**Assigned task**
From the entries below, copy exactly the lines from the one that contains "thumb cmc: (919, 958)" through the one that contains "ring pip: (1189, 824)", both included, and only those.

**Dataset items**
┌──

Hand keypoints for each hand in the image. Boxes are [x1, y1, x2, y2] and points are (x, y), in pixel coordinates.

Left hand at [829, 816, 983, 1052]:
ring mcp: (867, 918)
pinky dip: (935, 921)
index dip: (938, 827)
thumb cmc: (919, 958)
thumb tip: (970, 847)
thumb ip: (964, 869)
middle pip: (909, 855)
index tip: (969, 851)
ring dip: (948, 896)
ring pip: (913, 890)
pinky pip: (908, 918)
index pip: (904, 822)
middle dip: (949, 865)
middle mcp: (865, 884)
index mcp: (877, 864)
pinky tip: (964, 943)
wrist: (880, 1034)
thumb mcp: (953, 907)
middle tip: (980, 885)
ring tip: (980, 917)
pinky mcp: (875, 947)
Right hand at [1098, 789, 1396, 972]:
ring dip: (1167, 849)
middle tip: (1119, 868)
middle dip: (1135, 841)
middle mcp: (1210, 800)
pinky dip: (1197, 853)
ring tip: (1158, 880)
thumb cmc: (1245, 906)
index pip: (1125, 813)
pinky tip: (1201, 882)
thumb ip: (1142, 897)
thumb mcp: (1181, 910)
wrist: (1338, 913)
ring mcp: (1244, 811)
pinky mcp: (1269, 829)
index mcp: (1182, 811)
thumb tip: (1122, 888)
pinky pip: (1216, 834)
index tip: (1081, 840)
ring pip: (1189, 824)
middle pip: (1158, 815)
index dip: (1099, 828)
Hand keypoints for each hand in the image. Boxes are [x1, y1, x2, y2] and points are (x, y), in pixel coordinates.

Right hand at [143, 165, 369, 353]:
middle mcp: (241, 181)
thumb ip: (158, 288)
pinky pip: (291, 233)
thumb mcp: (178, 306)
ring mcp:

└──
┌──

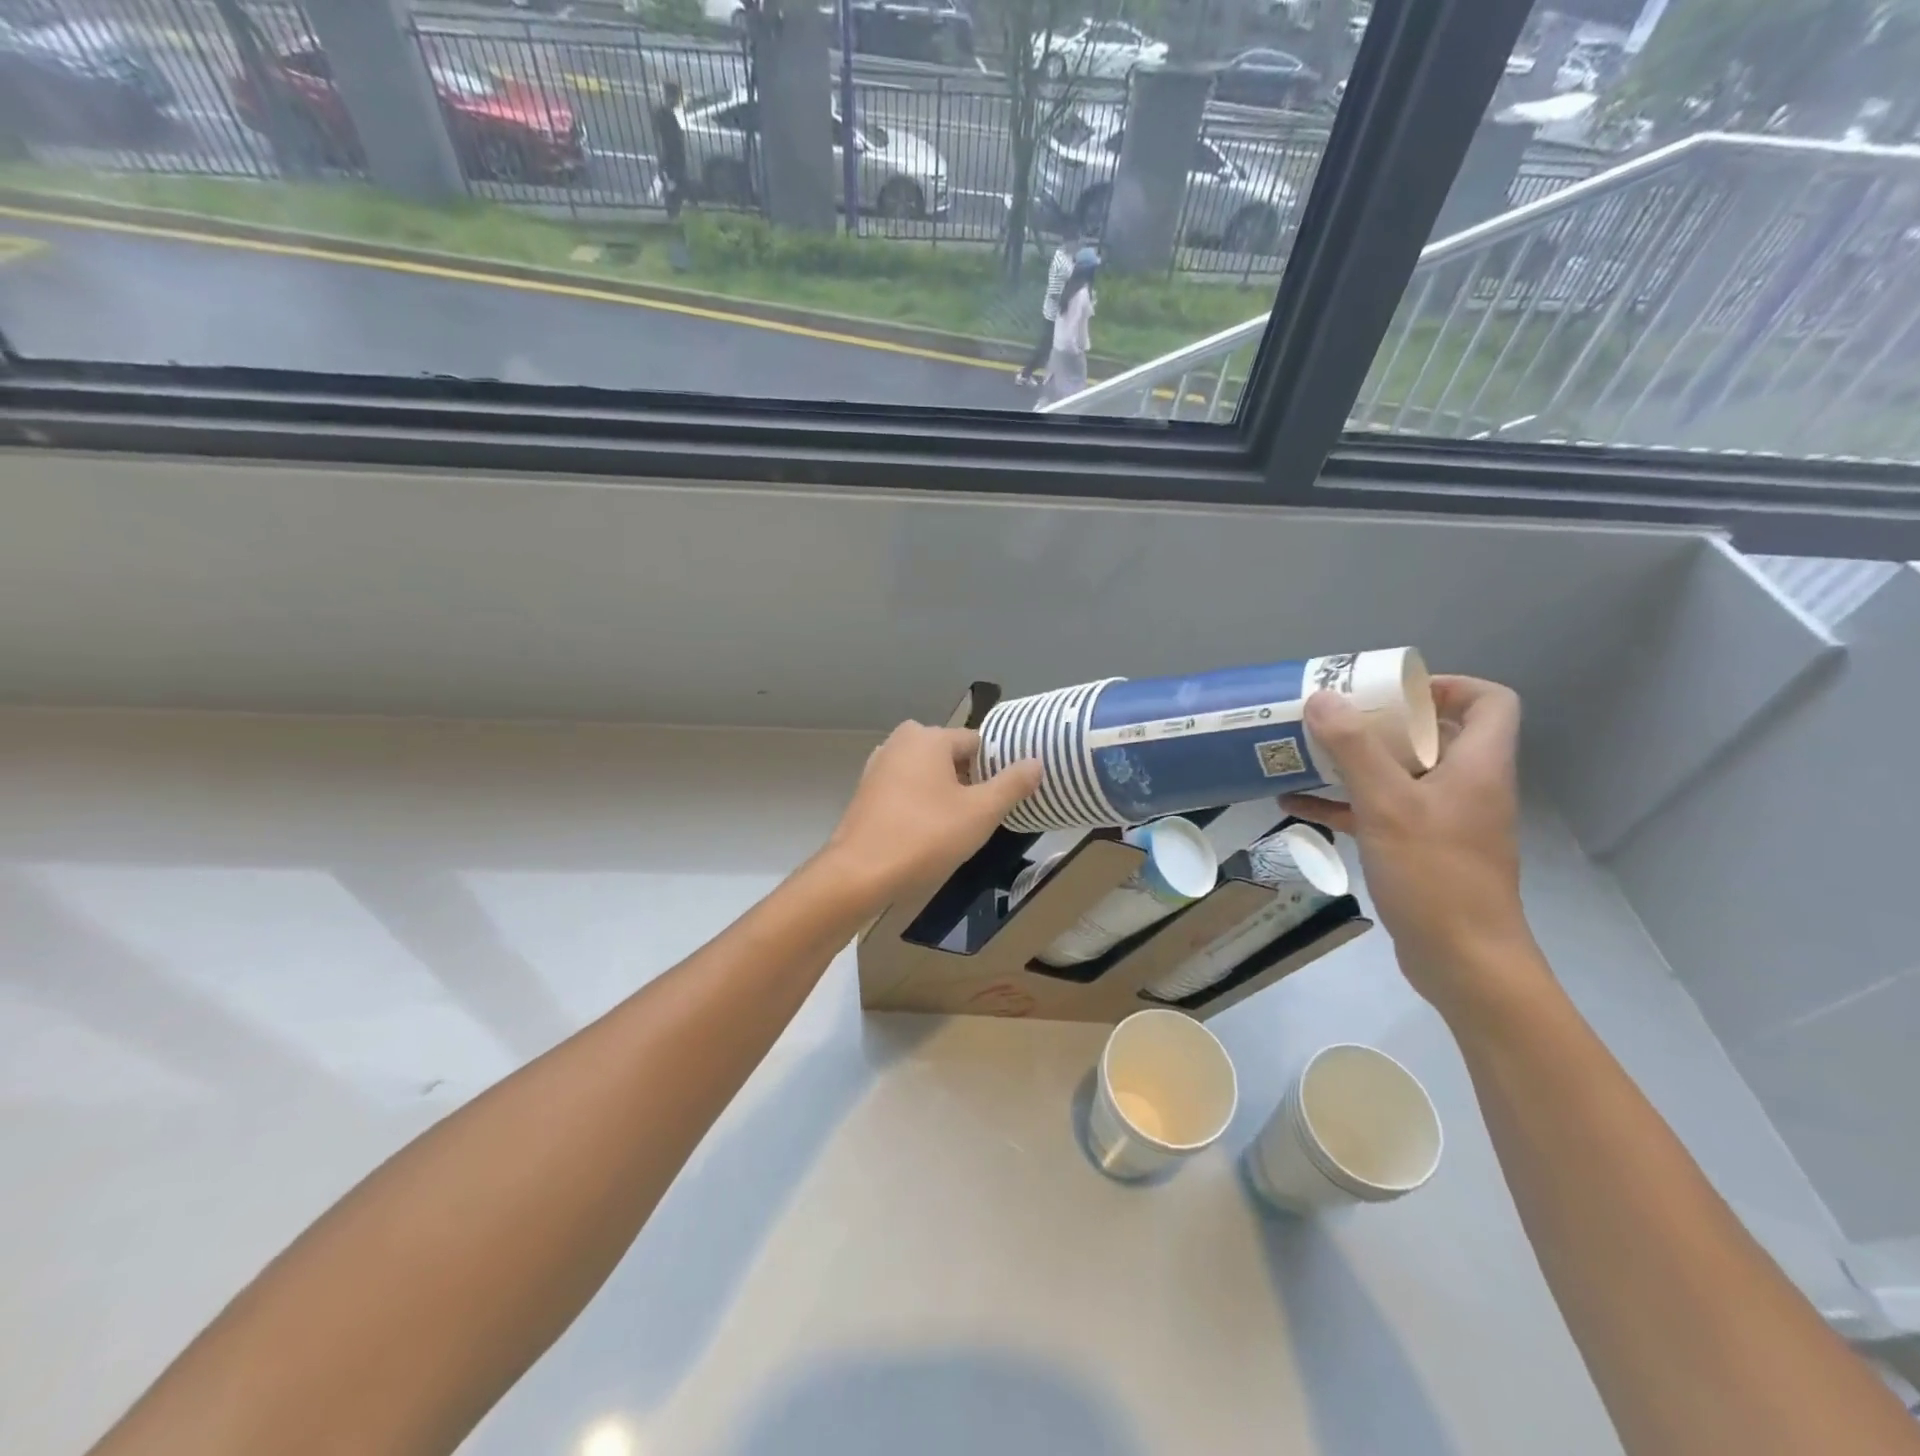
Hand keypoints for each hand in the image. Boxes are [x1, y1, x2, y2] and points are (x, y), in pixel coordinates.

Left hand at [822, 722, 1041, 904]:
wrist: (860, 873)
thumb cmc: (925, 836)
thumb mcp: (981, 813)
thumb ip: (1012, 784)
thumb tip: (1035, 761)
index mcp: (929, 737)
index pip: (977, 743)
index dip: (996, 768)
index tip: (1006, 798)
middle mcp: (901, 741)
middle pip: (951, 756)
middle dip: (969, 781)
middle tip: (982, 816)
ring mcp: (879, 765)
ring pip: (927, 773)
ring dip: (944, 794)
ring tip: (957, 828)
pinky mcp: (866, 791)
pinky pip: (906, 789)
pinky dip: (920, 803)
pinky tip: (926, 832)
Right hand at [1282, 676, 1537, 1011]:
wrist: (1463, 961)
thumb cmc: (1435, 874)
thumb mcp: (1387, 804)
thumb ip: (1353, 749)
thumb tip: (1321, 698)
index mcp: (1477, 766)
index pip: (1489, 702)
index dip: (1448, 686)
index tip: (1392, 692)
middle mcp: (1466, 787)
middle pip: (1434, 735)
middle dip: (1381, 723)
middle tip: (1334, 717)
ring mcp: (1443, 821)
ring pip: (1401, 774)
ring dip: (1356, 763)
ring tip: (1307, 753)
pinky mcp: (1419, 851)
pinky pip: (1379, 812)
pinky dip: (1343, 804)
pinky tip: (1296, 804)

└──
┌──

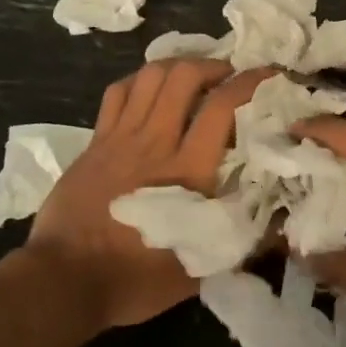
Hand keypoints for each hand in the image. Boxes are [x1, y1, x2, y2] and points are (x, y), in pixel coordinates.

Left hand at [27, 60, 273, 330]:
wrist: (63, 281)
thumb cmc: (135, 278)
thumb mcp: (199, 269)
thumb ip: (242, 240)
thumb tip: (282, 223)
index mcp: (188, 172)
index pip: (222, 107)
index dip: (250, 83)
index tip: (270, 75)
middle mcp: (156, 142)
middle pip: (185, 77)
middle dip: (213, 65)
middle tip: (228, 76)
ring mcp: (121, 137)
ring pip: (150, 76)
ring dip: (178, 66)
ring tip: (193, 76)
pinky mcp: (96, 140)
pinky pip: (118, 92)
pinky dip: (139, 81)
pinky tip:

└──

**Your response**
thumb cmc: (919, 958)
thumb tip: (970, 847)
thumb ip: (964, 869)
middle pip: (909, 855)
index tip: (969, 851)
ring dip: (948, 896)
ring pip: (913, 890)
pinky pip: (908, 918)
index pip: (904, 822)
middle dip: (949, 865)
middle mcp: (865, 884)
index mcp: (877, 864)
pinky tip: (964, 943)
wrist: (880, 1034)
thumb mcp: (953, 907)
middle tip: (980, 885)
ring tip: (980, 917)
pinky mcp: (875, 947)
Right hand at [1098, 789, 1396, 972]:
ring dip: (1167, 849)
middle tip: (1119, 868)
middle dip: (1135, 841)
middle mcp: (1210, 800)
pinky dip: (1197, 853)
ring tip: (1158, 880)
thumb cmc: (1245, 906)
index pip: (1125, 813)
pinky tip: (1201, 882)
thumb ip: (1142, 897)
thumb mcp: (1181, 910)
wrist: (1338, 913)
ring mcp: (1244, 811)
pinky mcp: (1269, 829)
index mcp: (1182, 811)
thumb tip: (1122, 888)
pinky pip: (1216, 834)
index tip: (1081, 840)
ring pip: (1189, 824)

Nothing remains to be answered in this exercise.